Work to complete -> Write the entries out again exactly as they stand, but without the pictures.

Collected data entries:
──────────

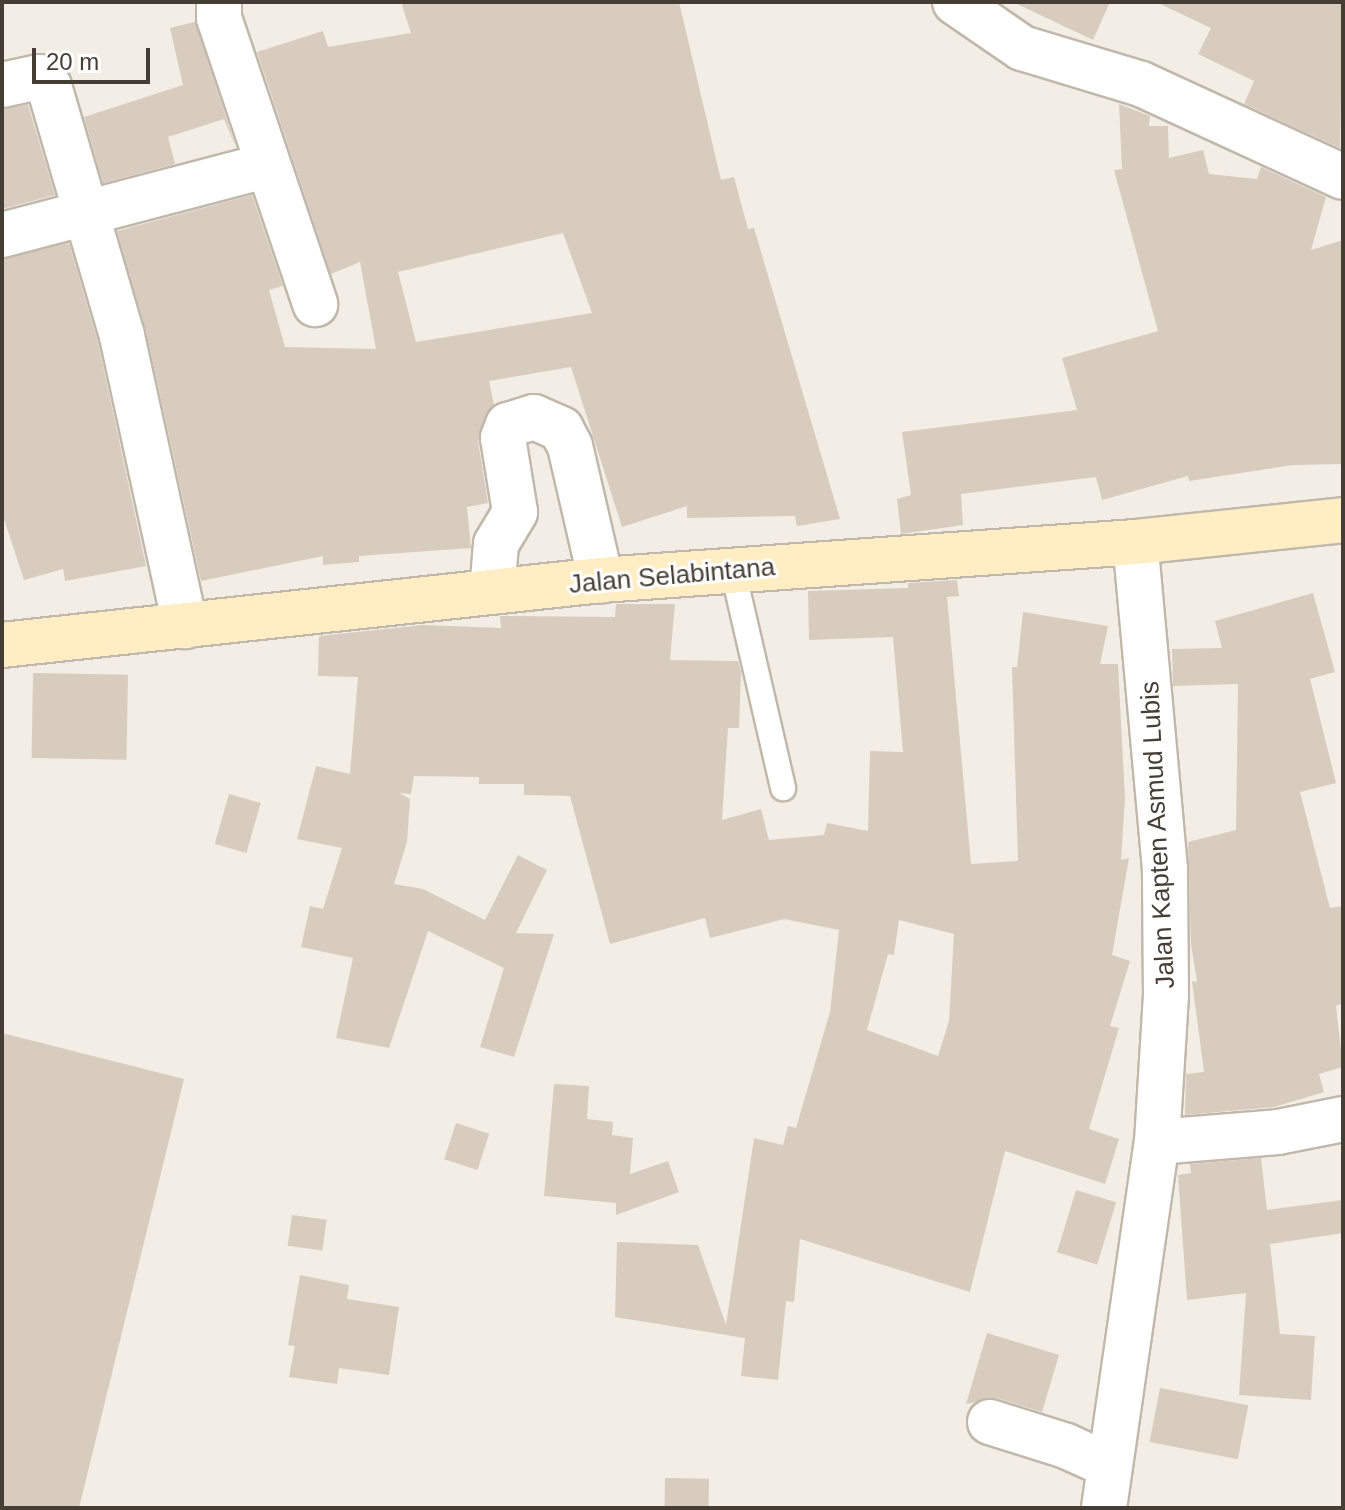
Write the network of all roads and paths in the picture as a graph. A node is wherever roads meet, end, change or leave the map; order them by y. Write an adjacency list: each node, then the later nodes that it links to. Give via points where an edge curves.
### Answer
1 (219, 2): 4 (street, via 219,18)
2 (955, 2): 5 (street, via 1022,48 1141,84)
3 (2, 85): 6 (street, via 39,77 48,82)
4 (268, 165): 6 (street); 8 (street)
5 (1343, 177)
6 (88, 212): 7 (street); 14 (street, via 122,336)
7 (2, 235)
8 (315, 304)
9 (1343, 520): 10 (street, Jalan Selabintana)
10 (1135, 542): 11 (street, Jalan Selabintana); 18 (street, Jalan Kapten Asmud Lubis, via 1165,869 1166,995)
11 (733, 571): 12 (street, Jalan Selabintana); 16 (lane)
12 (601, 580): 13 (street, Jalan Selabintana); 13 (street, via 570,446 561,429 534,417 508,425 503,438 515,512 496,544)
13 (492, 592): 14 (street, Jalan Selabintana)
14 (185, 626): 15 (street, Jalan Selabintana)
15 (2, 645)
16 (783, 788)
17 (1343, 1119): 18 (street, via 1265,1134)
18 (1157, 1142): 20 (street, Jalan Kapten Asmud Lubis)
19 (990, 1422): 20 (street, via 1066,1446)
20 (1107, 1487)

──────────

Result ->
Write the network of all roads and paths in the picture as a graph. A node is wherever roads meet, end, change or leave the map; order them by y. Write an adjacency list: each node, then the later nodes that it links to. Give via points where an edge curves.
### Answer
1 (219, 2): 4 (street, via 219,18)
2 (955, 2): 5 (street, via 1022,48 1141,84)
3 (2, 85): 6 (street, via 39,77 48,82)
4 (268, 165): 6 (street); 8 (street)
5 (1343, 177)
6 (88, 212): 7 (street); 14 (street, via 122,336)
7 (2, 235)
8 (315, 304)
9 (1343, 520): 10 (street, Jalan Selabintana)
10 (1135, 542): 11 (street, Jalan Selabintana); 18 (street, Jalan Kapten Asmud Lubis, via 1165,869 1166,995)
11 (733, 571): 12 (street, Jalan Selabintana); 16 (lane)
12 (601, 580): 13 (street, Jalan Selabintana); 13 (street, via 570,446 561,429 534,417 508,425 503,438 515,512 496,544)
13 (492, 592): 14 (street, Jalan Selabintana)
14 (185, 626): 15 (street, Jalan Selabintana)
15 (2, 645)
16 (783, 788)
17 (1343, 1119): 18 (street, via 1265,1134)
18 (1157, 1142): 20 (street, Jalan Kapten Asmud Lubis)
19 (990, 1422): 20 (street, via 1066,1446)
20 (1107, 1487)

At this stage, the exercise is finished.